:: What to do ::
In the records, each line holding "宇部船木線" must be reported.

Stored items
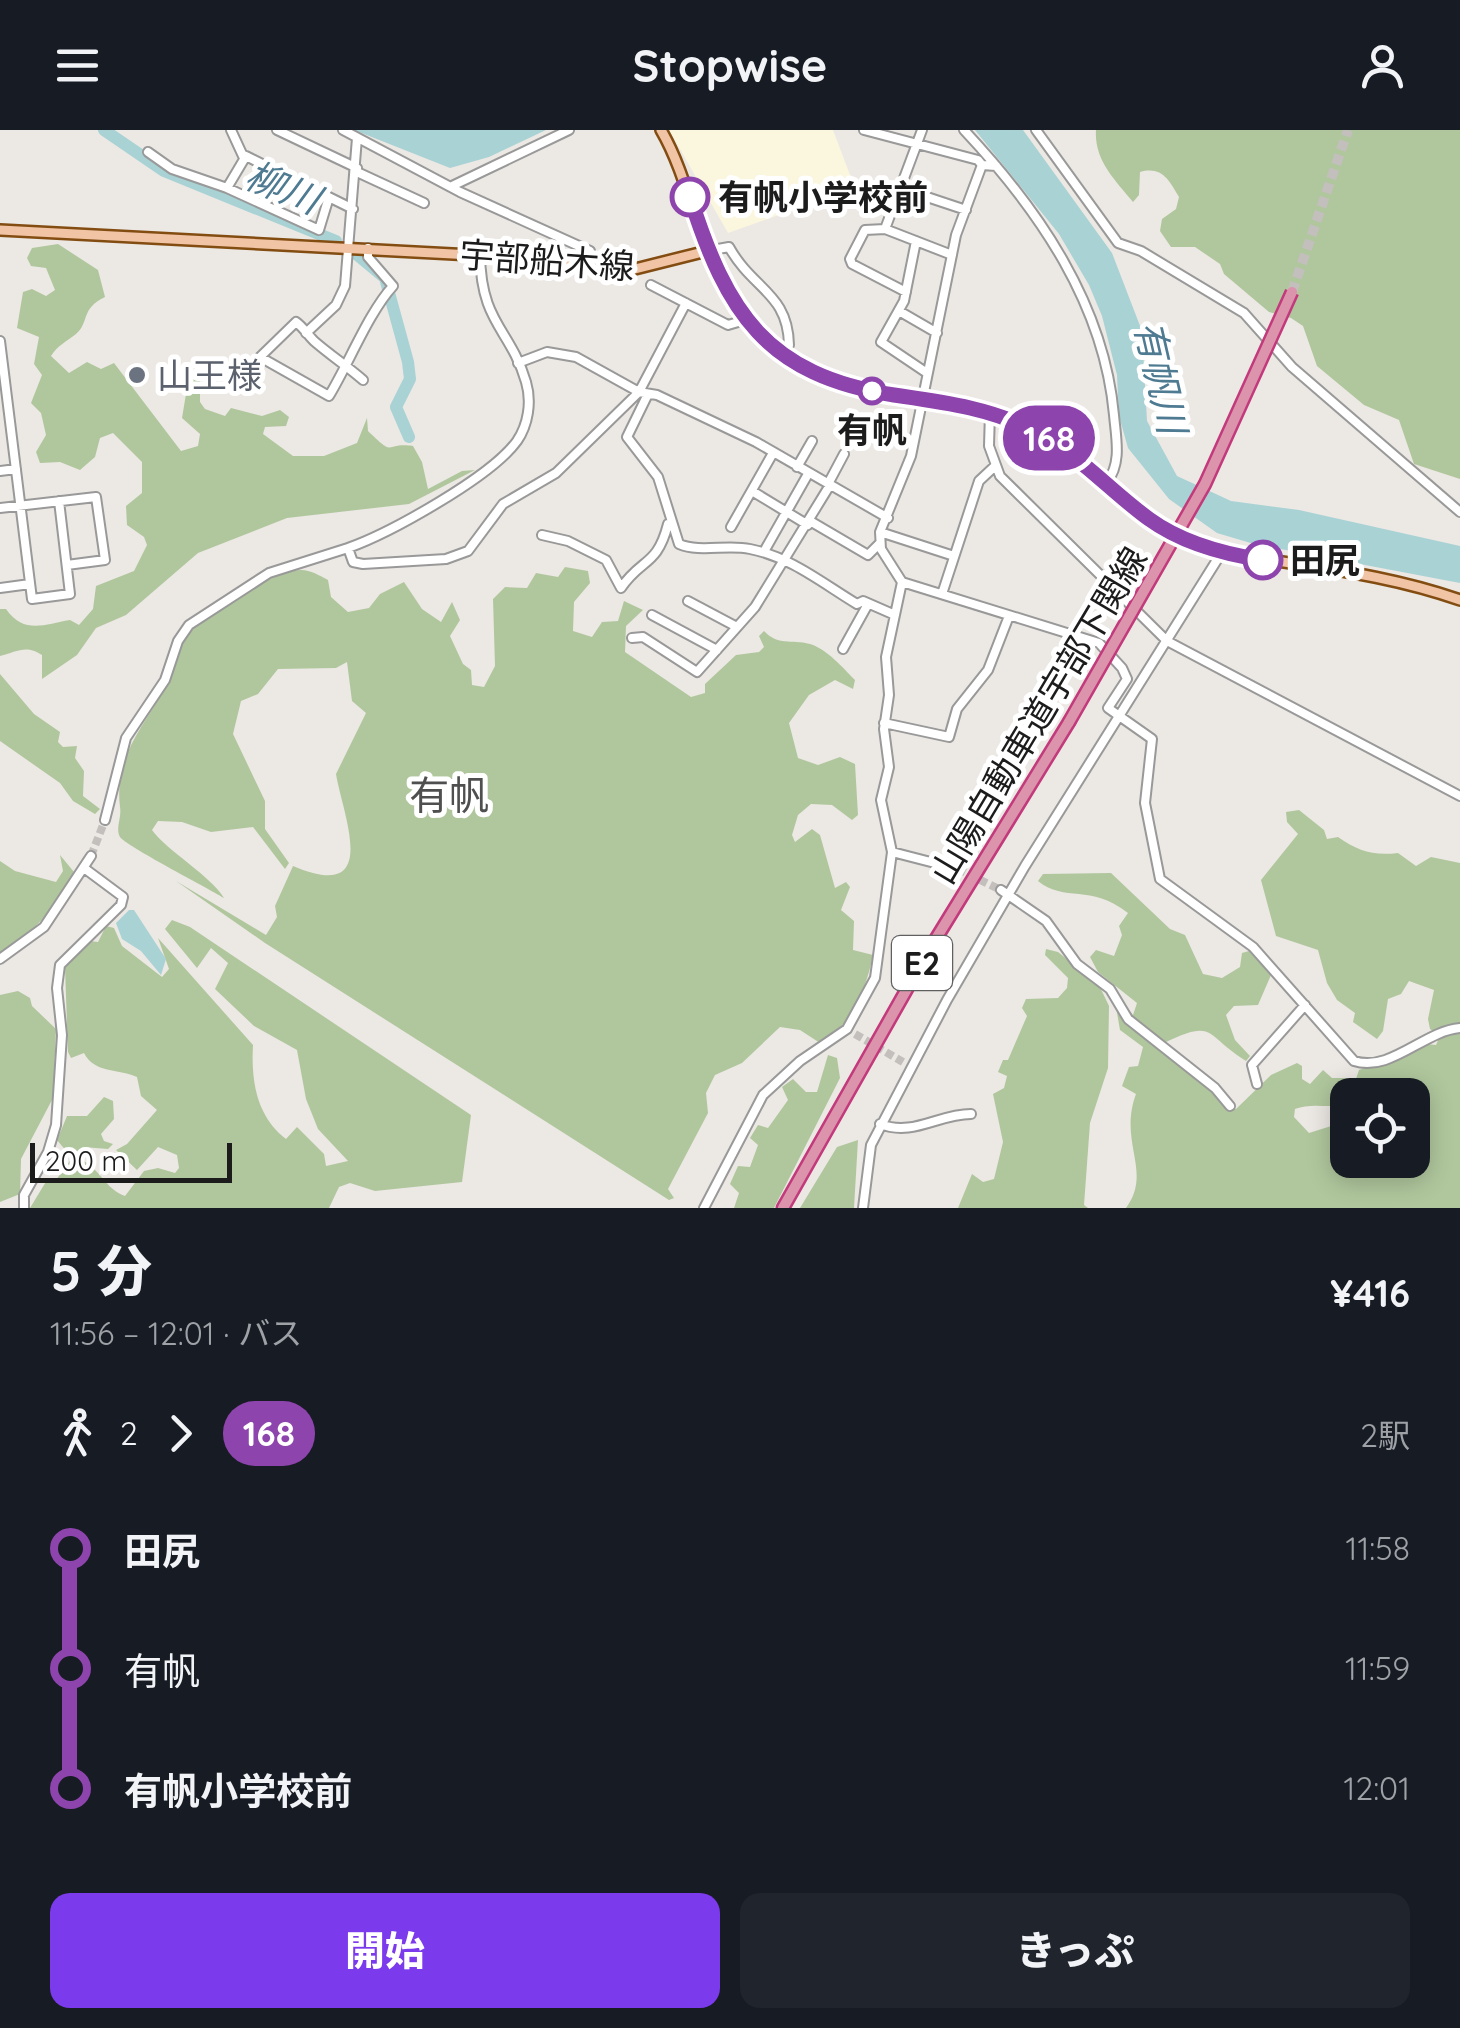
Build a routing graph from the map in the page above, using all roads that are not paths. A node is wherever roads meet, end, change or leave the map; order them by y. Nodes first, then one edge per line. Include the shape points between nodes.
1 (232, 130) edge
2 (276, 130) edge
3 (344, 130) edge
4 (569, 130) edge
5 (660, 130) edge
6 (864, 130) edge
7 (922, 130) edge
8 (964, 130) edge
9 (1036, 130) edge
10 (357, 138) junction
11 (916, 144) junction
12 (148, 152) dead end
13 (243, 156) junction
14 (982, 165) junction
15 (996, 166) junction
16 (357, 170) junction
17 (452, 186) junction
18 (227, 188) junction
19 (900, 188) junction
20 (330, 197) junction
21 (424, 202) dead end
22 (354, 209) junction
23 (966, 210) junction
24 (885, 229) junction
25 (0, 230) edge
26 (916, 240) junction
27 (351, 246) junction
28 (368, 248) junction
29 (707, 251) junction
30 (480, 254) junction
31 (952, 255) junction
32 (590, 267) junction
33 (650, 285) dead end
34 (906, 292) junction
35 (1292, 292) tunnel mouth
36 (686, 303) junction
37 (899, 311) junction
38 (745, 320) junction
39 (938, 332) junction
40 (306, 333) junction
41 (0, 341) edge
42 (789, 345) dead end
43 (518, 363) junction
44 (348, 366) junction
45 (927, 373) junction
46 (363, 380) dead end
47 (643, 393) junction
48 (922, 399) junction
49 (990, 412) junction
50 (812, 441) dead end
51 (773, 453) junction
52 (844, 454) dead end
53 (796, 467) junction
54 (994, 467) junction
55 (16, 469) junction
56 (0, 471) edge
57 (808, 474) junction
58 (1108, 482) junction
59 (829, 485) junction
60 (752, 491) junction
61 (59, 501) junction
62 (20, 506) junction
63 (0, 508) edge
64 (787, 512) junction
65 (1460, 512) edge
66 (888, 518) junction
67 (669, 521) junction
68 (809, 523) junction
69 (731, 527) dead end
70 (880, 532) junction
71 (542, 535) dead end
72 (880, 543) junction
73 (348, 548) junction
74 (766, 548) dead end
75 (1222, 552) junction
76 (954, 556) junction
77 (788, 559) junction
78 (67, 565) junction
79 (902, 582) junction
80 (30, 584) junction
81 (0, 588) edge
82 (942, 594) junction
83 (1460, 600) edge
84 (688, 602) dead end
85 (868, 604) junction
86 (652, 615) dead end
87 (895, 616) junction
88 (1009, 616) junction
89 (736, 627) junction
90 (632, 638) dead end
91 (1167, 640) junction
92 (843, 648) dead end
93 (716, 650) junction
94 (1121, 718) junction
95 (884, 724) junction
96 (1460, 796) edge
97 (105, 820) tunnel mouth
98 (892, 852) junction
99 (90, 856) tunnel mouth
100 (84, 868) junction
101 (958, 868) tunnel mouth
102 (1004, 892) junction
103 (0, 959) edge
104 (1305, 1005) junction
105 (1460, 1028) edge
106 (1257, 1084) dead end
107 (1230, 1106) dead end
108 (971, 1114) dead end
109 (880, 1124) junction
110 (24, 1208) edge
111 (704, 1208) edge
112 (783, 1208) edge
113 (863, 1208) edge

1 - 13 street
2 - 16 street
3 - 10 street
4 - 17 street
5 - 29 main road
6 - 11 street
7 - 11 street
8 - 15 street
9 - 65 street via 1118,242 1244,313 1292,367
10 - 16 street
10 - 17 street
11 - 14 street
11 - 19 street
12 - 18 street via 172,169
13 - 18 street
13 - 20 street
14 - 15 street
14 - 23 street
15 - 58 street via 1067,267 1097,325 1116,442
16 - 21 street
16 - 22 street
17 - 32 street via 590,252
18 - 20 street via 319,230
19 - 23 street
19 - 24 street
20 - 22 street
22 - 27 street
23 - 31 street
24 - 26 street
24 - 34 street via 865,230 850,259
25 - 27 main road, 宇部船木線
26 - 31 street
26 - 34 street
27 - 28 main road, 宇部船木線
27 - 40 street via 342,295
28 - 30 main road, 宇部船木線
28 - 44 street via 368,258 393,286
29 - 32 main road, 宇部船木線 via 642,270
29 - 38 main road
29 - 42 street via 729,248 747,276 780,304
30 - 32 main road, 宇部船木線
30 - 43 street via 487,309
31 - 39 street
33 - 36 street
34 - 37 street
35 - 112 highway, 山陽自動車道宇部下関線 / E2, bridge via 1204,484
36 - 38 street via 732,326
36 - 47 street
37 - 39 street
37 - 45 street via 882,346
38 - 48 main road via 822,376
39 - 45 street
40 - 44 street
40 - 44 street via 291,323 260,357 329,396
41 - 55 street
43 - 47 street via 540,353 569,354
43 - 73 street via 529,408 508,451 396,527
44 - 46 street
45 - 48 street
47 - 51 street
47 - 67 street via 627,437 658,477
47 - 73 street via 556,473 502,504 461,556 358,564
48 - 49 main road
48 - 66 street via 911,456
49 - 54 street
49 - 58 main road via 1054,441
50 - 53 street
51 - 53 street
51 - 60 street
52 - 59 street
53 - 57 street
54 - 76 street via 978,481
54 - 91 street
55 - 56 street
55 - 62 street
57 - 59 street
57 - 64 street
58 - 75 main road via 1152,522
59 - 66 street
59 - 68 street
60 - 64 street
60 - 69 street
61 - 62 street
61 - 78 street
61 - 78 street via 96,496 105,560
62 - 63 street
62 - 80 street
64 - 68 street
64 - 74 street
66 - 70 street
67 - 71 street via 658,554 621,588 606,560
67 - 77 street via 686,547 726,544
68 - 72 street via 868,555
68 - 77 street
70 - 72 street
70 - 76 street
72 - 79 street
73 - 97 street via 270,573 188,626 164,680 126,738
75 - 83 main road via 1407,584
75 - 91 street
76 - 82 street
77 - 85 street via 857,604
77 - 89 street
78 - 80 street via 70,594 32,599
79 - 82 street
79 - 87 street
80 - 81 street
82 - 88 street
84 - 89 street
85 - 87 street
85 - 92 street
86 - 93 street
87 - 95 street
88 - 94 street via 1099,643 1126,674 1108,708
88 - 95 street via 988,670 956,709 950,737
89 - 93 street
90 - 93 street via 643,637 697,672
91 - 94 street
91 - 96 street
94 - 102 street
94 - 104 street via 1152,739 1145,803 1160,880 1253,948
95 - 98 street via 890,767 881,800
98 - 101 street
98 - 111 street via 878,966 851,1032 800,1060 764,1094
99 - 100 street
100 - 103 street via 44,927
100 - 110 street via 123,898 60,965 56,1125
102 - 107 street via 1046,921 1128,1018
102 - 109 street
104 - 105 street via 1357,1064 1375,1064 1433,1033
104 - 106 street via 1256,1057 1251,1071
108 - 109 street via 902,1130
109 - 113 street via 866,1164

:: Result of the task ::
25 - 27 main road, 宇部船木線
27 - 28 main road, 宇部船木線
28 - 30 main road, 宇部船木線
29 - 32 main road, 宇部船木線 via 642,270
30 - 32 main road, 宇部船木線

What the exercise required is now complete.